El pibe se retuerce, una sombra comienza a taparlo, mientras mira a Molinedo confiado de ponerlo en jaque y sin percibir, la presencia de otro a su espalda. Tarde, escucha los chillidos histéricos del público. Molinedo no le da importancia a esa enorme sombra que se cierne sobre él y el joven, piensa que es una nube. Sin embargo el sonido de una respiración en su oído lo hace gira y, sin poder terminar el movimiento, recibe un duro puñetazo que le golpea de lleno en la mandíbula y lo deja, inconsciente, en el suelo.

Listo. Salvado.

- Suerte que te seguí.

- Sí, gracias, Mapu- Esteban suspira alegre por mi aparición, se toma la herida dolorido.- ¡Cómo duele, la concha de la lora!
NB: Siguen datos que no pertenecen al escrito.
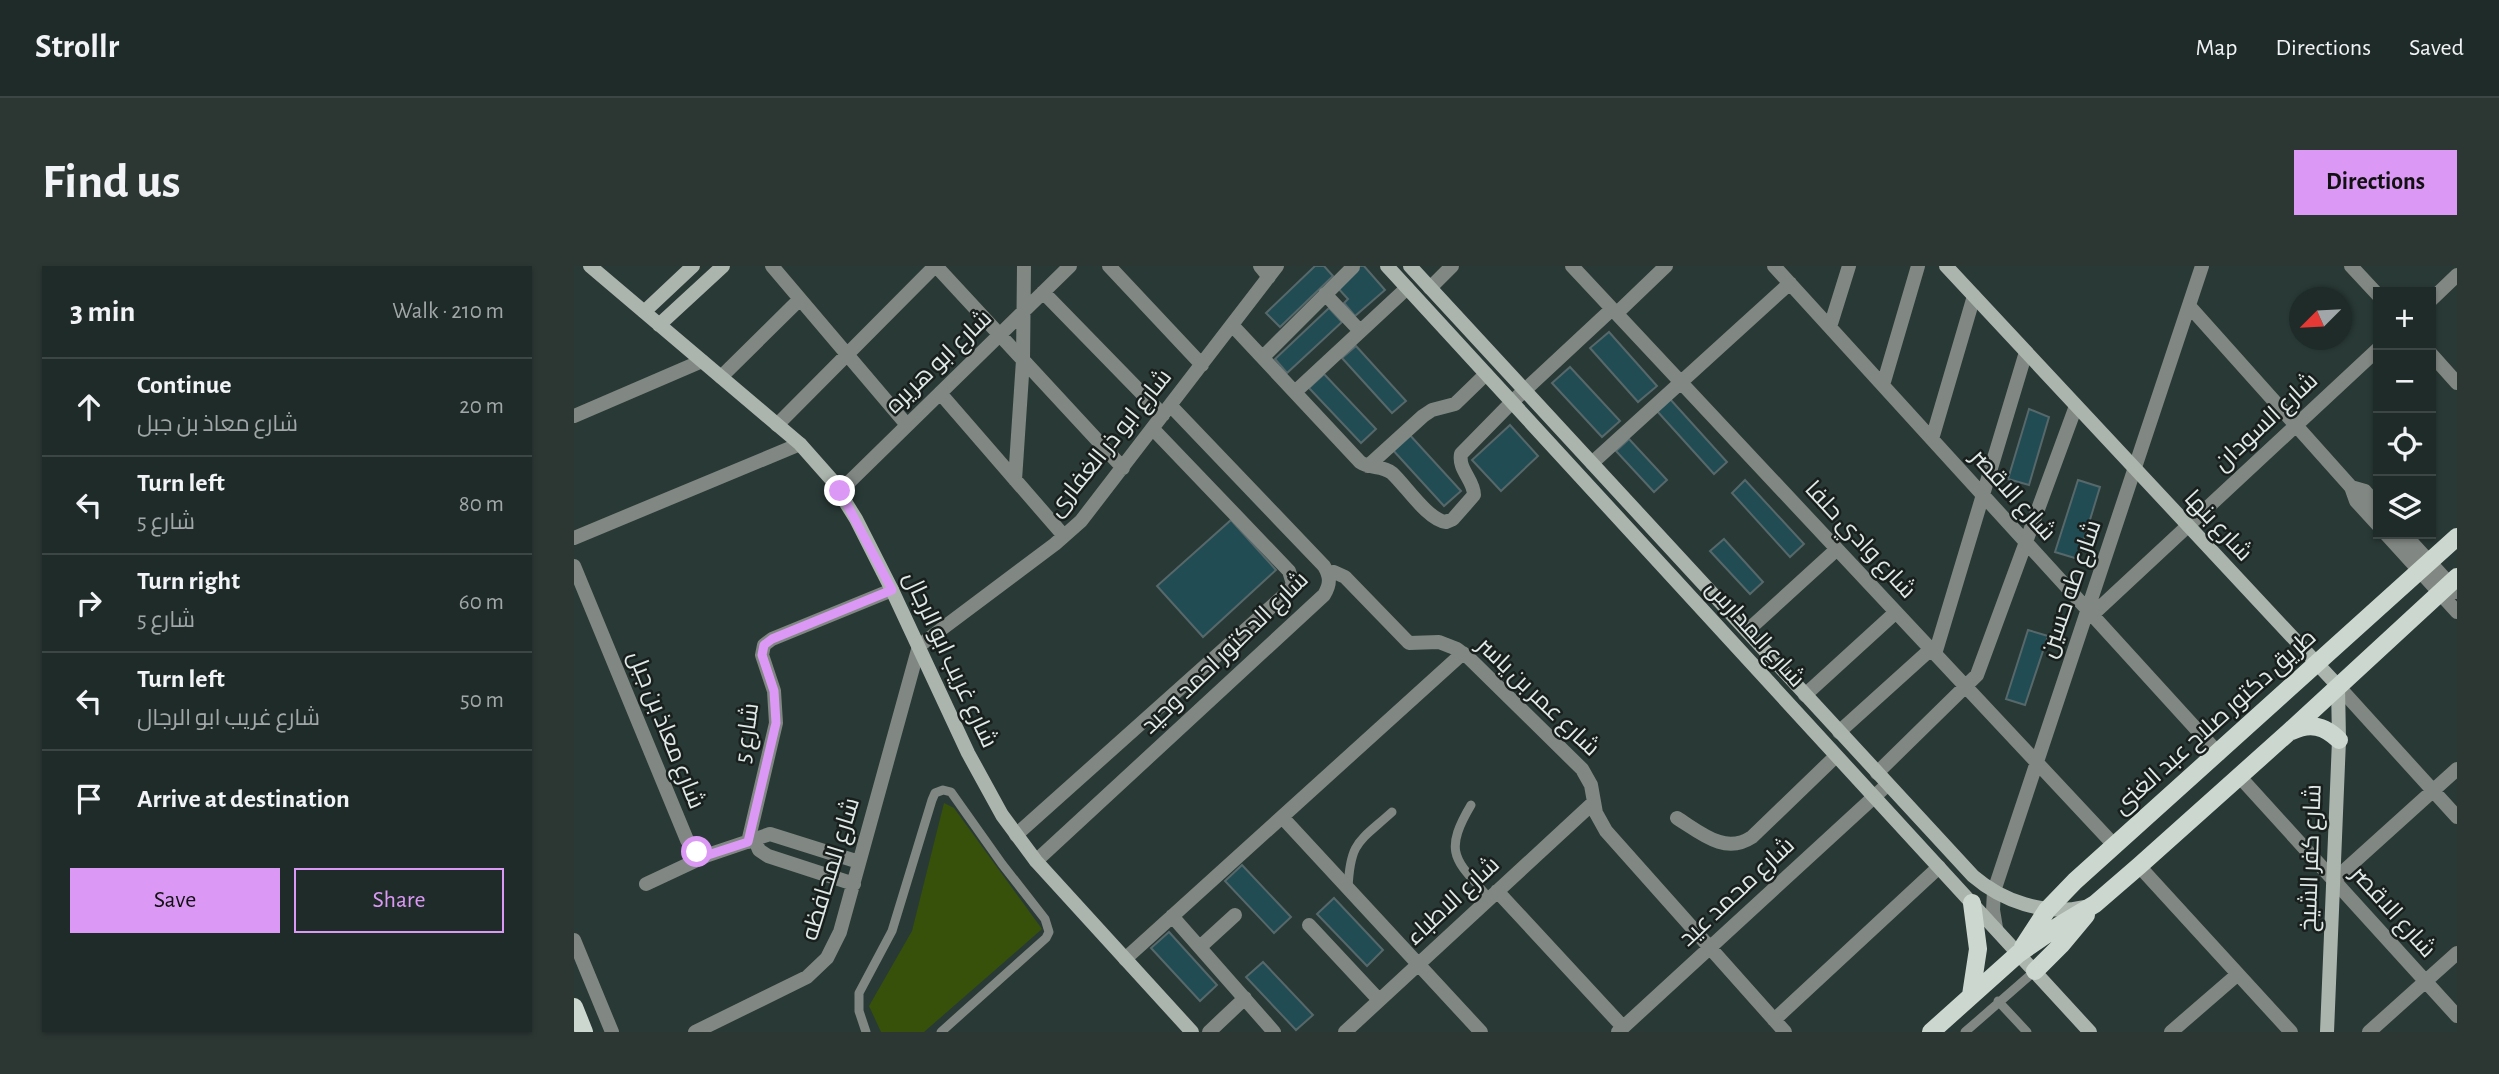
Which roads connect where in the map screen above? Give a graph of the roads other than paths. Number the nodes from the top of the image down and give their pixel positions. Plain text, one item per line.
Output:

- ¿Por qué hiciste este juego de persecución conmigo?

- Perdón, pensé que me querías matar, pero no es tiempo para esto. Ayudame, me duele, levantame con cuidado y llevame rápido al hotel.

- A ver… así… no te pongas rígido… perdón. Ahí está.- La gente me observa con miedo, boquiabierta, no había necesidad de este violento show, de esta exposición.- A guardarnos cuanto antes que ya deben venir otros yutas.- Mapuche apunta con su revólver a las personas que se alejan dándole paso.- No se acerquen, no quiero lastimar a nadie.

Me alejo lo más rápido posible antes de que vengan los refuerzos que llamó ese tipo, un hombre joven, rubio, con rostro familiar viene corriendo a lo lejos con un arma. Ahí hay un taxi.

- Detengase o le disparo.

Por suerte el temor lo hace acceder fácilmente al tachero que nos abre la puerta mientras no dejo de apuntarle y arrojó a Esteban a los asientos de atrás y subo al del acompañante. El rubio corre hacia nosotros pero el coche arranca antes. El gordo que atacó a Esteban era el que se encontraba con Raúl en el Cabaret de este barrio de mierda. ¿El otro nos seguirá? ¿Por qué me resulta familiar?

- Vamos hasta Entre Ríos y Belgrano y te indico bien donde nos dejas.


El muchacho está inconsciente desde que lo subí. ¿Cuándo se acabará este infierno?